SRMC Training for Changing Emergency Management Landscape

First and last, hospital administrators know the emphasis must always be on providing good patient care - even when the unthinkable happens.

"That is always the first thing in our minds when planning any emergency training exercise," says Jess Lewis, emergency manager at The University of New Mexico Sandoval Regional Medical Center (SRMC). "Whatever the emergency scenario, our training has to have the goal of ensuring patient safety."

The list of possible calamities is endless. What happens in the event of an explosion? How to you get patients down the stairs? Where will you take ICU patients if the entire city is in crisis? What happens if you hear gunshots in a hallway?

Lewis joined SRMC a year ago after 25 years at the Sandoval County Regional Fire Department, where he served as deputy chief of Fire Operations and Emergency Management.

Since Lewis's arrival, there have been a number of tabletop exercises and drills, beginning with active shooter scenarios. "Fires" have been set. Smoke has been invoked. "Patients" have been transported up and down in stairwells.

But it has been the collaborations with other area agencies that have provided the most complex and challenging exercises.

"Emergency Management is always driven by two things," Lewis says. "One is the need to protect people and the second are the requirements themselves for training. Everyone - from fire and police to the hospital, is monitored by different agencies.

"Having multiple agencies, each with slightly different regulatory requirements, means planning the process becomes more intricate, but it also creates an opportunity for a training exercise that is more complex - and more realistic."

In a recent countywide event, the hospital joined forces with the Rio Rancho, Sandoval County and Corrales fire departments as well as the National Guard.

The scenario began with a disgruntled employee creating a dirty bomb.

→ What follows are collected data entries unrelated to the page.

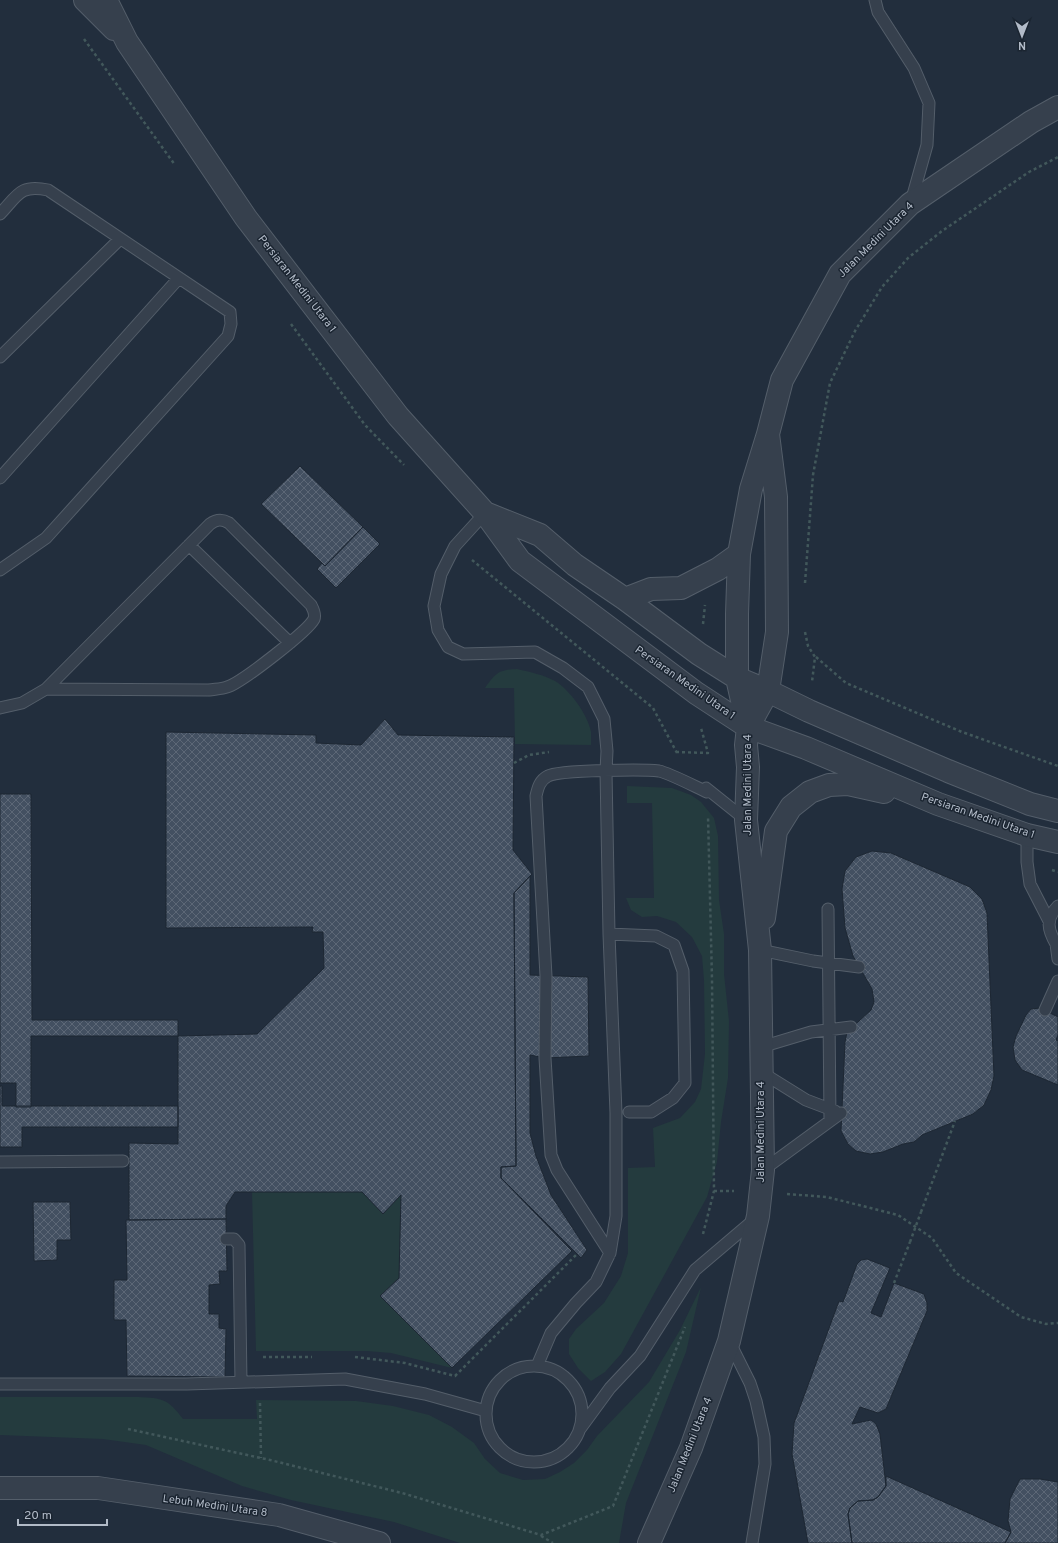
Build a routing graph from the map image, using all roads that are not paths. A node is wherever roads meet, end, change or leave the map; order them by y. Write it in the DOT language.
graph roads {
  1 [pos="85,0"];
  2 [pos="106,0"];
  3 [pos="875,0"];
  4 [pos="127,42"];
  5 [pos="1058,107"];
  6 [pos="910,204"];
  7 [pos="0,214"];
  8 [pos="120,239"];
  9 [pos="179,278"];
  10 [pos="0,357"];
  11 [pos="768,434"];
  12 [pos="0,478"];
  13 [pos="485,513"];
  14 [pos="189,545"];
  15 [pos="739,554"];
  16 [pos="0,570"];
  17 [pos="626,599"];
  18 [pos="290,643"];
  19 [pos="737,678"];
  20 [pos="46,689"];
  21 [pos="768,691"];
  22 [pos="0,708"];
  23 [pos="748,727"];
  24 [pos="606,771"];
  25 [pos="938,804"];
  26 [pos="1058,811"];
  27 [pos="746,820"];
  28 [pos="1027,835"];
  29 [pos="1058,842"];
  30 [pos="1058,906"];
  31 [pos="828,909"];
  32 [pos="1049,921"];
  33 [pos="609,934"];
  34 [pos="1057,945"];
  35 [pos="760,950"];
  36 [pos="1058,959"];
  37 [pos="829,963"];
  38 [pos="860,967"];
  39 [pos="1058,981"];
  40 [pos="1045,1010"];
  41 [pos="851,1027"];
  42 [pos="829,1030"];
  43 [pos="761,1047"];
  44 [pos="761,1072"];
  45 [pos="629,1112"];
  46 [pos="830,1115"];
  47 [pos="123,1161"];
  48 [pos="0,1162"];
  49 [pos="763,1170"];
  50 [pos="758,1216"];
  51 [pos="226,1239"];
  52 [pos="610,1252"];
  53 [pos="729,1341"];
  54 [pos="536,1366"];
  55 [pos="241,1382"];
  56 [pos="0,1384"];
  57 [pos="486,1411"];
  58 [pos="578,1432"];
  59 [pos="0,1488"];
  60 [pos="378,1543"];
  61 [pos="649,1543"];
  62 [pos="752,1543"];
  1 -- 4 [label="street, Persiaran Medini Utara 1"];
  2 -- 4 [label="street, Persiaran Medini Utara 1"];
  3 -- 6 [label="lane"];
  4 -- 13 [label="street, Persiaran Medini Utara 1"];
  5 -- 6 [label="street, Jalan Medini Utara 4"];
  6 -- 11 [label="street, Jalan Medini Utara 4"];
  7 -- 8 [label="lane"];
  8 -- 9 [label="lane"];
  8 -- 10 [label="lane"];
  9 -- 12 [label="lane"];
  9 -- 16 [label="lane"];
  11 -- 15 [label="street, Jalan Medini Utara 4"];
  11 -- 21 [label="street, Jalan Medini Utara 4"];
  13 -- 17 [label="street, Persiaran Medini Utara 1"];
  13 -- 23 [label="street, Persiaran Medini Utara 1"];
  13 -- 24 [label="lane"];
  14 -- 18 [label="lane"];
  14 -- 18 [label="lane"];
  14 -- 20 [label="lane"];
  15 -- 17 [label="street"];
  15 -- 19 [label="street, Jalan Medini Utara 4"];
  17 -- 19 [label="street, Persiaran Medini Utara 1"];
  18 -- 20 [label="lane"];
  19 -- 21 [label="street, Persiaran Medini Utara 1"];
  19 -- 23 [label="street, Jalan Medini Utara 4"];
  20 -- 22 [label="lane"];
  21 -- 23 [label="street, Jalan Medini Utara 4"];
  21 -- 26 [label="street, Persiaran Medini Utara 1"];
  23 -- 25 [label="street, Persiaran Medini Utara 1"];
  23 -- 27 [label="street, Jalan Medini Utara 4"];
  24 -- 27 [label="lane"];
  24 -- 33 [label="lane"];
  24 -- 52 [label="lane"];
  25 -- 28 [label="street, Persiaran Medini Utara 1"];
  25 -- 35 [label="street"];
  27 -- 35 [label="street, Jalan Medini Utara 4"];
  28 -- 29 [label="street, Persiaran Medini Utara 1"];
  28 -- 32 [label="lane"];
  30 -- 32 [label="lane"];
  31 -- 37 [label="lane"];
  32 -- 34 [label="lane"];
  33 -- 45 [label="lane"];
  33 -- 52 [label="lane"];
  34 -- 36 [label="lane"];
  35 -- 37 [label="lane"];
  35 -- 43 [label="street, Jalan Medini Utara 4"];
  37 -- 38 [label="lane"];
  37 -- 42 [label="lane"];
  39 -- 40 [label="lane"];
  41 -- 42 [label="lane"];
  42 -- 43 [label="lane"];
  42 -- 46 [label="lane"];
  43 -- 44 [label="street, Jalan Medini Utara 4"];
  44 -- 46 [label="lane"];
  44 -- 49 [label="street, Jalan Medini Utara 4"];
  46 -- 49 [label="lane"];
  47 -- 48 [label="lane"];
  49 -- 50 [label="street, Jalan Medini Utara 4"];
  50 -- 53 [label="street, Jalan Medini Utara 4"];
  50 -- 58 [label="lane"];
  51 -- 55 [label="lane"];
  52 -- 54 [label="lane"];
  53 -- 61 [label="street, Jalan Medini Utara 4"];
  53 -- 62 [label="lane"];
  54 -- 57 [label="lane"];
  54 -- 58 [label="lane"];
  55 -- 56 [label="lane"];
  55 -- 57 [label="lane"];
  57 -- 58 [label="lane"];
  59 -- 60 [label="street, Lebuh Medini Utara 8"];
}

First, however, she exploded a small conventional bomb in an out-of-the-way hallway - crippling needed utilities.

"That exercise met so many needs that day that people don't realize," Lewis says.

Plans are in the works for another multi-agency exercise in June, where alternative scenarios of events that might affect Rio Rancho's annual Pork and Brew celebration will be played out.

"It is great to see how representation from the different agencies adds value to these exercises," Lewis says. "We plan levels to levels to levels, so that different levels of administrators were called in."

Lewis sees the next evolutionary step as collaborating with specialty hospitals and nursing hospitals in training exercises.

"Think about if you were to have something critical happen at SRMC. Would have the beds and doctors? If not, then who would need to be trained to receive our patients if we had to transfer people out of the hospital?"

Answering those questions through emergency training can only translate into better care, Lewis says. "In the end, that training can only translate into better patient care."